@Leonab I can certainly see that it won't go well if someone is using a tutor and essentially expecting the tutor to do all the work for them, not taking the tutor's advice on what to do between lessons, and imagining they will emerge with a nice set of GCSE results.
However, not everyone learns that way. Some don't choose to do GCSEs at all, or not when they are young, instead going straight into work. Others approach exam preparation in a manner which I'm sure you would consider slapdash, but which is effective for them. For example, here's how my eldest child tackled maths.
They did no formal maths as a child, instead learning through whatever interested them. Money is an introduction to decimals. If you like science or wonder about converting fractions to decimals, you'll encounter more. Probability is important to kids who like to play D&D or poker. Converting American recipes gives experience of different units of measurement. We never have the right size and shape baking tins, so you need to know how to calculate the area of a round tin and see whether it's close enough to the area of the rectangular tin specified in the recipe. And so on. They had achieved basic numeracy by their mid-teens, though their knowledge didn't map perfectly onto the school maths curriculum.
My child wasn't originally planning to do maths GCSE. When they decided to sit the exam after all, they downloaded the syllabus, identified the topics which were new to them, and figured out which of those they actually wanted to learn which would bring in enough marks to get the result they wanted. They didn't bother to learn topics which scored minimal points and which didn't seem relevant to their life, reasoning they could learn that material in later years if needed. They obtained a textbook, learned the target topics, and sat some mock exams. Once they were comfortably on track for the result they wanted, they stopped working.
The overall picture here is not of a disciplined, hardworking student who would have pleased schoolteachers. That wasn't what my teen aspired to be. They wanted to know only the maths which was fun and interesting, plus the maths they perceived to be immediately useful to them. Having decided to sit the GCSE, they sought to do the bare minimum for the result they reckoned they would need in life. I didn't notice them experiencing any particular difficulty from the "knowledge gaps" in maths which you mentioned. They saw them; they fixed them, starting with 7x8 which had somehow never sunk in previously. It wasn't a big deal.

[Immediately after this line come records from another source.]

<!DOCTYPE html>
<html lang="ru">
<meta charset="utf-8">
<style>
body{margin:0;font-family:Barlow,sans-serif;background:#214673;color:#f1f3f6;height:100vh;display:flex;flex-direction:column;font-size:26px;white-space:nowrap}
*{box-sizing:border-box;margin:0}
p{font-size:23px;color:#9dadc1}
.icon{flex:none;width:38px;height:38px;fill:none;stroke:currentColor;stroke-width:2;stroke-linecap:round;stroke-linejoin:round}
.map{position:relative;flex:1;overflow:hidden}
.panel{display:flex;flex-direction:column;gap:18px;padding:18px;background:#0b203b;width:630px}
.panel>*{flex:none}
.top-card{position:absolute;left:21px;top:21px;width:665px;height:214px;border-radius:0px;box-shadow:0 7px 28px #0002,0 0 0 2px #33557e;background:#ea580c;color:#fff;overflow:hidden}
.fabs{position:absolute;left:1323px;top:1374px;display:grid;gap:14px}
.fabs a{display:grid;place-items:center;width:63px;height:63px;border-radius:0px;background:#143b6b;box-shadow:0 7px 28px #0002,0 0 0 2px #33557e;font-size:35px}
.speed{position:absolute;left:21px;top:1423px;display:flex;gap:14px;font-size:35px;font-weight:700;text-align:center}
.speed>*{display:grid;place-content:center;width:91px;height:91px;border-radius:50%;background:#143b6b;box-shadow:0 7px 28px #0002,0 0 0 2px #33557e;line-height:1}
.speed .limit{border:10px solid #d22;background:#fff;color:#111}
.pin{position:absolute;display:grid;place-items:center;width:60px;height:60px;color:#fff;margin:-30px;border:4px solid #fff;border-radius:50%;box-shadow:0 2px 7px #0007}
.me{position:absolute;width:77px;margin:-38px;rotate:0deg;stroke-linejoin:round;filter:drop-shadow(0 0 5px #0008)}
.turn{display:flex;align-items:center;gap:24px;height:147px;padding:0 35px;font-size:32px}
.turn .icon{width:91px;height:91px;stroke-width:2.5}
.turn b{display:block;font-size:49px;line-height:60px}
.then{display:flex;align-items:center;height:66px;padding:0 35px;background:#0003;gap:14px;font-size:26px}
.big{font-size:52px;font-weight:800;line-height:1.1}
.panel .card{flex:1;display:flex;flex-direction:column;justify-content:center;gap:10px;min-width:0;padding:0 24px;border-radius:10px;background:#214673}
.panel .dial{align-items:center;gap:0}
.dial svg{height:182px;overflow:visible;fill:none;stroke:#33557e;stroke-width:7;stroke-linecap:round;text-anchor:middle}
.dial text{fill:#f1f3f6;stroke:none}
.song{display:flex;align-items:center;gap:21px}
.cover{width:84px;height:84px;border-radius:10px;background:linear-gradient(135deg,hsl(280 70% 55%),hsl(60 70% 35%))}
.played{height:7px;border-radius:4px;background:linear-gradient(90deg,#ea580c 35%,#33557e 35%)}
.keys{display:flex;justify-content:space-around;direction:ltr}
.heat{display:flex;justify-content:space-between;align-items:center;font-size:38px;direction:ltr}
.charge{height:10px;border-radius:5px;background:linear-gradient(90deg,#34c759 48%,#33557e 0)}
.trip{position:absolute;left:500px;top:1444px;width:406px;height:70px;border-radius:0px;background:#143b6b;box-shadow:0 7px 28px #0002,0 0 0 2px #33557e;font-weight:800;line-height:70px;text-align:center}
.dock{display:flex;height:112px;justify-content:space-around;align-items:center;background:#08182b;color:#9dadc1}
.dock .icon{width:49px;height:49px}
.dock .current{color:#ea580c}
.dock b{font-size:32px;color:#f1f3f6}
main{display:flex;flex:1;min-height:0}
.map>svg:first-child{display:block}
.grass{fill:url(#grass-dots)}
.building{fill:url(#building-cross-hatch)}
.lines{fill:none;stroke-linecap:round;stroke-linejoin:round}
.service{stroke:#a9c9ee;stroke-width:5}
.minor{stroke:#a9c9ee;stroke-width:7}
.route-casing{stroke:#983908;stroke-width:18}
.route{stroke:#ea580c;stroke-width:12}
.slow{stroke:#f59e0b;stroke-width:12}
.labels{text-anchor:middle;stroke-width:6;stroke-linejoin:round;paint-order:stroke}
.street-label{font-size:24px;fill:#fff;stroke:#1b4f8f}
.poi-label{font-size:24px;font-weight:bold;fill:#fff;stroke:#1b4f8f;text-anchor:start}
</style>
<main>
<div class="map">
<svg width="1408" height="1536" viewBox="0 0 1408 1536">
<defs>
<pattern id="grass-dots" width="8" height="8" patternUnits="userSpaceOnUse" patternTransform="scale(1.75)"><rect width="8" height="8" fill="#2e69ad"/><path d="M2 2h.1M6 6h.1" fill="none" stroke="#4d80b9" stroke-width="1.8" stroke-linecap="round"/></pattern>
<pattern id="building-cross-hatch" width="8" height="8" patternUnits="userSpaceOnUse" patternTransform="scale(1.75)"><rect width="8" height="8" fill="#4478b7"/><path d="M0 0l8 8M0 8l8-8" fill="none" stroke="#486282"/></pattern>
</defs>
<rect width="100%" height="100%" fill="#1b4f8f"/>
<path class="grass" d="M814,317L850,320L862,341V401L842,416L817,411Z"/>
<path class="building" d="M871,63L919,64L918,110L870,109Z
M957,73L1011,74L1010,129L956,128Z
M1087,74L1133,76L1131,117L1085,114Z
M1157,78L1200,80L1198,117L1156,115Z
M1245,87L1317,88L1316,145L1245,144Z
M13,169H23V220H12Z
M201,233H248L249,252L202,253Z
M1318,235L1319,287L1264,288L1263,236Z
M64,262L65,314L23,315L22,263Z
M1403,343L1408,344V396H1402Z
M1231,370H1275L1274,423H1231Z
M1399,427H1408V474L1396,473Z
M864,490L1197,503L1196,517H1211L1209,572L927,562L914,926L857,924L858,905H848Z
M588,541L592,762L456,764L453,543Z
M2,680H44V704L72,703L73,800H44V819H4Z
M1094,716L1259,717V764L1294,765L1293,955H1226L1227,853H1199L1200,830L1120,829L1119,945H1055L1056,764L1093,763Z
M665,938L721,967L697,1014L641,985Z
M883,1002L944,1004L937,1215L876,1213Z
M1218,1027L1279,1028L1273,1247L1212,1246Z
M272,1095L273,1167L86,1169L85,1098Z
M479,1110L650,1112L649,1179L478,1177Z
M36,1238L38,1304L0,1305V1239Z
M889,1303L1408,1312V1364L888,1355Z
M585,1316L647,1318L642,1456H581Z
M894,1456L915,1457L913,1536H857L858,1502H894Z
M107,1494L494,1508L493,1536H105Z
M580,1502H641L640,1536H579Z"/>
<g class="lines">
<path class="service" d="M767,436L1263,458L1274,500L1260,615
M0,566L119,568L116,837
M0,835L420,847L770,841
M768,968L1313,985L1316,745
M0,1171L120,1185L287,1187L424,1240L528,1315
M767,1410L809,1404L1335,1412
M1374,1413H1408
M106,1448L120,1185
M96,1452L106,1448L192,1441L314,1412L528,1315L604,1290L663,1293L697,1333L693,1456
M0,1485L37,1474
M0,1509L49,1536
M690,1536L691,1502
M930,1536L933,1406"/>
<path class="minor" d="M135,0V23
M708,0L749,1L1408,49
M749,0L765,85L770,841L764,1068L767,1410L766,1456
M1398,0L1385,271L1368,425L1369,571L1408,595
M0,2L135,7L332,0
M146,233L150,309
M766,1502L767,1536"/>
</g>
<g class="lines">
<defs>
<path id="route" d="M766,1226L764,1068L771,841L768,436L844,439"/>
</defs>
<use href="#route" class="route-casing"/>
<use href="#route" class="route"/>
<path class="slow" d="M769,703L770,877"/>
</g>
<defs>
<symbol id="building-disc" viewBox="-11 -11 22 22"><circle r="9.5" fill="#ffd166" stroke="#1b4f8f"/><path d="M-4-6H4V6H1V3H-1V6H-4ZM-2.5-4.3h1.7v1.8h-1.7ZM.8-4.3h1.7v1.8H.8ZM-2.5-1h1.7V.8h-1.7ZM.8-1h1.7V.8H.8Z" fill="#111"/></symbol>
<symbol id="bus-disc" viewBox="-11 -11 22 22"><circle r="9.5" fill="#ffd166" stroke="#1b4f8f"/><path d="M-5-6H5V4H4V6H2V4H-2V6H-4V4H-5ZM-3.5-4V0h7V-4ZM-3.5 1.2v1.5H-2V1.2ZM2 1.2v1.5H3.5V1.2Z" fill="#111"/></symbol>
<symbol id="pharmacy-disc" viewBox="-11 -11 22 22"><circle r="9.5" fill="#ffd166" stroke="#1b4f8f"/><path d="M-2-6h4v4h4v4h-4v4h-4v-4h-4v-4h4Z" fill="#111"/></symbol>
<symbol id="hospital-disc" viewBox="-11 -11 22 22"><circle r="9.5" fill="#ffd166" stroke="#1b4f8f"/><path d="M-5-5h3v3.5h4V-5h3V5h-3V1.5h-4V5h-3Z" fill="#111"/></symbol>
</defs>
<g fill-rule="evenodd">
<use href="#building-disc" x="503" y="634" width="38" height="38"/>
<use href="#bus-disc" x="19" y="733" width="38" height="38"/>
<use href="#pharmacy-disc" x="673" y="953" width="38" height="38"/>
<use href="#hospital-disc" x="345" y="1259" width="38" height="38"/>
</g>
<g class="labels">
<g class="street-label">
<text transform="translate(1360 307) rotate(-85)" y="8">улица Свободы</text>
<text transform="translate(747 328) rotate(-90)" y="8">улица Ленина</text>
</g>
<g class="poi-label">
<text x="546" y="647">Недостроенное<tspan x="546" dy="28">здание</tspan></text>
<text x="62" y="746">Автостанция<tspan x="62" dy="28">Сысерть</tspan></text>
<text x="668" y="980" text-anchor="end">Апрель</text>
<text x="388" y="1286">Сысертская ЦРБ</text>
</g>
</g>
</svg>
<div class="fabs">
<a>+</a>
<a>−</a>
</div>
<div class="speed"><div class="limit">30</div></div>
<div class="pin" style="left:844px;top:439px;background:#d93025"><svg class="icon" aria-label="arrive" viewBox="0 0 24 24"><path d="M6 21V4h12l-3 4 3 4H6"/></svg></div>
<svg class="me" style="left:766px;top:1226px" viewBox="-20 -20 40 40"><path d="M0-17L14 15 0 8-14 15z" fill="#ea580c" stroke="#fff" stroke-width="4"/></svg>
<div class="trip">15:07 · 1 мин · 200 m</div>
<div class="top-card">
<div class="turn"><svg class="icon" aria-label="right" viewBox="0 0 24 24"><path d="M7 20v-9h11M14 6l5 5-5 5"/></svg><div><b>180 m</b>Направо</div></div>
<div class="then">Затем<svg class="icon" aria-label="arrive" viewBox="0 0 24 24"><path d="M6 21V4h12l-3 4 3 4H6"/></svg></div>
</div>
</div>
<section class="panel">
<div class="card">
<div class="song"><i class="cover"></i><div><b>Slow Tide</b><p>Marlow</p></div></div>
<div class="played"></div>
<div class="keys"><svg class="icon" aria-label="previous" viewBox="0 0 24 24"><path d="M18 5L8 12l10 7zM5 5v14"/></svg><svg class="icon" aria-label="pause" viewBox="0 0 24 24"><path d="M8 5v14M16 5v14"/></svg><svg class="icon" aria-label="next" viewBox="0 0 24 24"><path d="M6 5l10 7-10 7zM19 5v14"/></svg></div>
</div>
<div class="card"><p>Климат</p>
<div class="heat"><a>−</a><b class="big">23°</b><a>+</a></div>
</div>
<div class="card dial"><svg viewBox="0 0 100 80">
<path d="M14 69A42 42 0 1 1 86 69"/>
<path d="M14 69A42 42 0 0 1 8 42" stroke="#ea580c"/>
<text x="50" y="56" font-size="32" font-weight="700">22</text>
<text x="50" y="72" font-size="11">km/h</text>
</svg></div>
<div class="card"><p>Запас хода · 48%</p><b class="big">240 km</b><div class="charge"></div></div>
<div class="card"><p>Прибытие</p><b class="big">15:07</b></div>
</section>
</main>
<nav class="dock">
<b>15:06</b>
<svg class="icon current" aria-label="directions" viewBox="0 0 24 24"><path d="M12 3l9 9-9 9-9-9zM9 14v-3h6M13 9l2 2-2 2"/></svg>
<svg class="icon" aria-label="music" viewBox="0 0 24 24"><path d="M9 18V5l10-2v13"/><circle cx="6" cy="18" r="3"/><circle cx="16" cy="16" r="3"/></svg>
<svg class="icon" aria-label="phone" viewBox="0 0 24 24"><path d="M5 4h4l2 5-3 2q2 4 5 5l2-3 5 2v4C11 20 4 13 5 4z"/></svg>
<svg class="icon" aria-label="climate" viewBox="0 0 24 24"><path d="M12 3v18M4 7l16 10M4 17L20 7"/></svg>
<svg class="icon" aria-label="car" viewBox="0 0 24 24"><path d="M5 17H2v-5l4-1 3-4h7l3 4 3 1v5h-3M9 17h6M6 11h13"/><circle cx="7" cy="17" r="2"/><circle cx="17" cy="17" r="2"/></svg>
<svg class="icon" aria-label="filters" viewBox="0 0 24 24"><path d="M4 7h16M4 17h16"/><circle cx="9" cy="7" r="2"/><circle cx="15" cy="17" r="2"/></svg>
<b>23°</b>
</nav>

You don't have to be a model student if you aren't spending most of your time in a school-type environment. It's possible for learning to be fun and playful most of the time. In the home ed community, GCSEs are seen as a (usually) necessary evil, and some kids adopt an expedient approach to getting through them. Even for an arts-focused child like mine, there are plenty of opportunities to learn more maths throughout their life, provided you haven't absorbed the idea that maths is so unpleasant that people would only do it if forced, which is the message instilled by school.
A kid who isn't motivated by a school-type approach is, I think, a particularly good candidate for home education, which can give them the scope to engage with their learning on their own terms.